◆ **AVAILABLE DATA**:

□ □ □ □ □

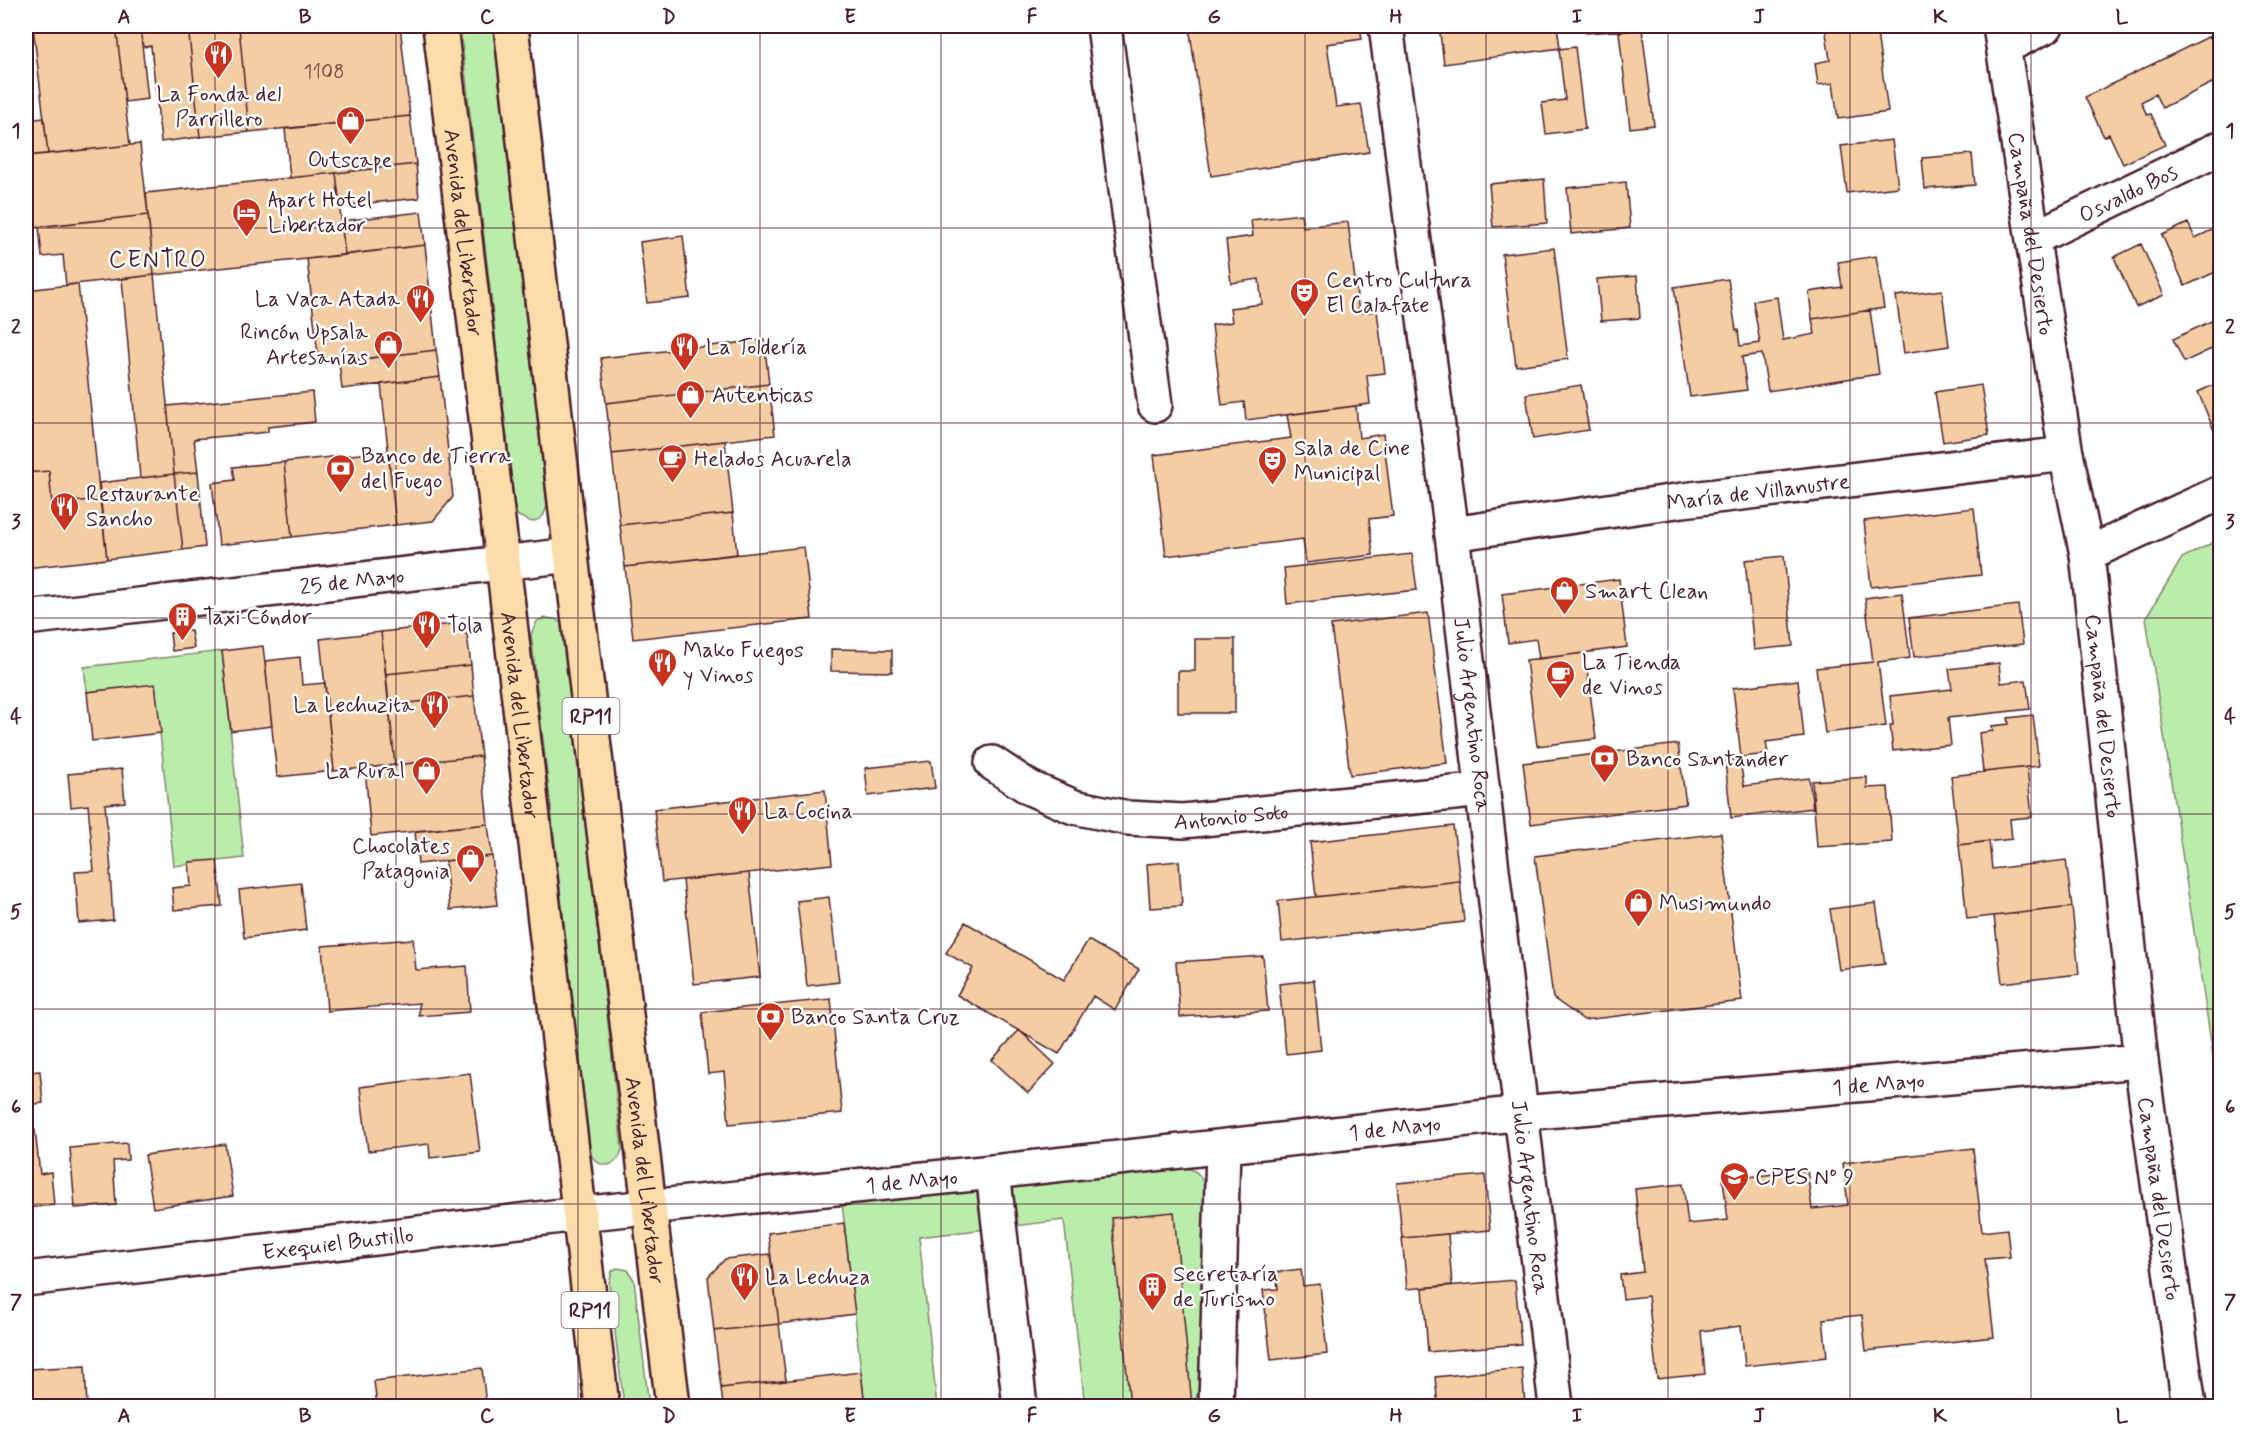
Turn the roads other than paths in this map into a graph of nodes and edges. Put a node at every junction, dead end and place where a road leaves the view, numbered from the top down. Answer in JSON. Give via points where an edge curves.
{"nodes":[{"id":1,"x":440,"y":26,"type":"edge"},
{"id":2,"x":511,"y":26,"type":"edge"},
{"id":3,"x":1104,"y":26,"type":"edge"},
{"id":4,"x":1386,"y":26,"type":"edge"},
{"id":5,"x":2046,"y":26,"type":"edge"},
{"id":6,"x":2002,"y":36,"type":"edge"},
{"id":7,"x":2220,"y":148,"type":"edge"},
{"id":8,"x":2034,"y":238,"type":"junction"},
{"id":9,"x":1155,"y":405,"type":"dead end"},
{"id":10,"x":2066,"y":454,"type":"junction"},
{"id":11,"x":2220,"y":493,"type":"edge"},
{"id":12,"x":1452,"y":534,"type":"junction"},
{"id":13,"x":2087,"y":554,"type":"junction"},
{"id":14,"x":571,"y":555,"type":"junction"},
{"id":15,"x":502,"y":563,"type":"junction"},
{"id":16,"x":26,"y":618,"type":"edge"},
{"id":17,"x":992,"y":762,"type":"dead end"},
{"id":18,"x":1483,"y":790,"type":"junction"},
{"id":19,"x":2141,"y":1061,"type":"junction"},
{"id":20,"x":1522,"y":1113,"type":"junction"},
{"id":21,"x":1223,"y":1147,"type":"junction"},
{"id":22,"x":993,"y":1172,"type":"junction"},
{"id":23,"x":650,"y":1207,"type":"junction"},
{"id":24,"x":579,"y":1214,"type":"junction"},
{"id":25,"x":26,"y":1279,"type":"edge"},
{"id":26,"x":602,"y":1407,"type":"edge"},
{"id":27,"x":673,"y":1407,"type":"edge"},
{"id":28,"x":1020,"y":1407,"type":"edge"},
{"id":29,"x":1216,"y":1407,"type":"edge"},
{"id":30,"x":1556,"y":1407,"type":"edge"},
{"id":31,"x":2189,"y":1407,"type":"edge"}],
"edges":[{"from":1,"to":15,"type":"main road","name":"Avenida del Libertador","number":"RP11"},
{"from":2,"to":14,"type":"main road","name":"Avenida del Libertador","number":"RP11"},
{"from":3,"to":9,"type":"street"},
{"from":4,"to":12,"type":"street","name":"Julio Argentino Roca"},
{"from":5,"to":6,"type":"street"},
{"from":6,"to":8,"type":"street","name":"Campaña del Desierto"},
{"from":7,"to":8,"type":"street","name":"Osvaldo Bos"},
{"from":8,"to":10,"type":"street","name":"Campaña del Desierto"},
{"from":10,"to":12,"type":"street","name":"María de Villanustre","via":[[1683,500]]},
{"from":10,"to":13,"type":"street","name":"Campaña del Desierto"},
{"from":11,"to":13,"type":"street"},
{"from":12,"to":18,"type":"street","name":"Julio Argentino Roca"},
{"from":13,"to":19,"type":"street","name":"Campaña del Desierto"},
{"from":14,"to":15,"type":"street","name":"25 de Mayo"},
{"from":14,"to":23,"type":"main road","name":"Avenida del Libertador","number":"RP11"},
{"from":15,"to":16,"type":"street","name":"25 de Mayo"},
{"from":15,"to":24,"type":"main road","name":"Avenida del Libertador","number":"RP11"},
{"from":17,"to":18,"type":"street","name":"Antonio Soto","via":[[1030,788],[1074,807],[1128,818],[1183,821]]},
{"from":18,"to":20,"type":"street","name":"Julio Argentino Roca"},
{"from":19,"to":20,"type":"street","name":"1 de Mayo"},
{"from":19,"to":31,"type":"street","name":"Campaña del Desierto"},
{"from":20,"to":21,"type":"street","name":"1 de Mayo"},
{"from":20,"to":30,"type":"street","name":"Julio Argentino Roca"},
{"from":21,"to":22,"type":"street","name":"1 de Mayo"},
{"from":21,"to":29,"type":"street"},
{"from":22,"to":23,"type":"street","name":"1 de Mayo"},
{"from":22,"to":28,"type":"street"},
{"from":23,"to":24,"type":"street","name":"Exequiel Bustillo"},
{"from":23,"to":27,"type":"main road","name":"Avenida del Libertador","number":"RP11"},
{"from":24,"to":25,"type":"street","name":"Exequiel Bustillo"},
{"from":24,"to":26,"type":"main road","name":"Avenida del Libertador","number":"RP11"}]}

□ □ □ □ □

Scan the entries above. Copy each line that has the string "edges".

◆ **SOLUTION TO THE EXERCISE**:
Turn the roads other than paths in this map into a graph of nodes and edges. Put a node at every junction, dead end and place where a road leaves the view, numbered from the top down. Answer in JSON. Give via points where an edge curves.
"edges":[{"from":1,"to":15,"type":"main road","name":"Avenida del Libertador","number":"RP11"},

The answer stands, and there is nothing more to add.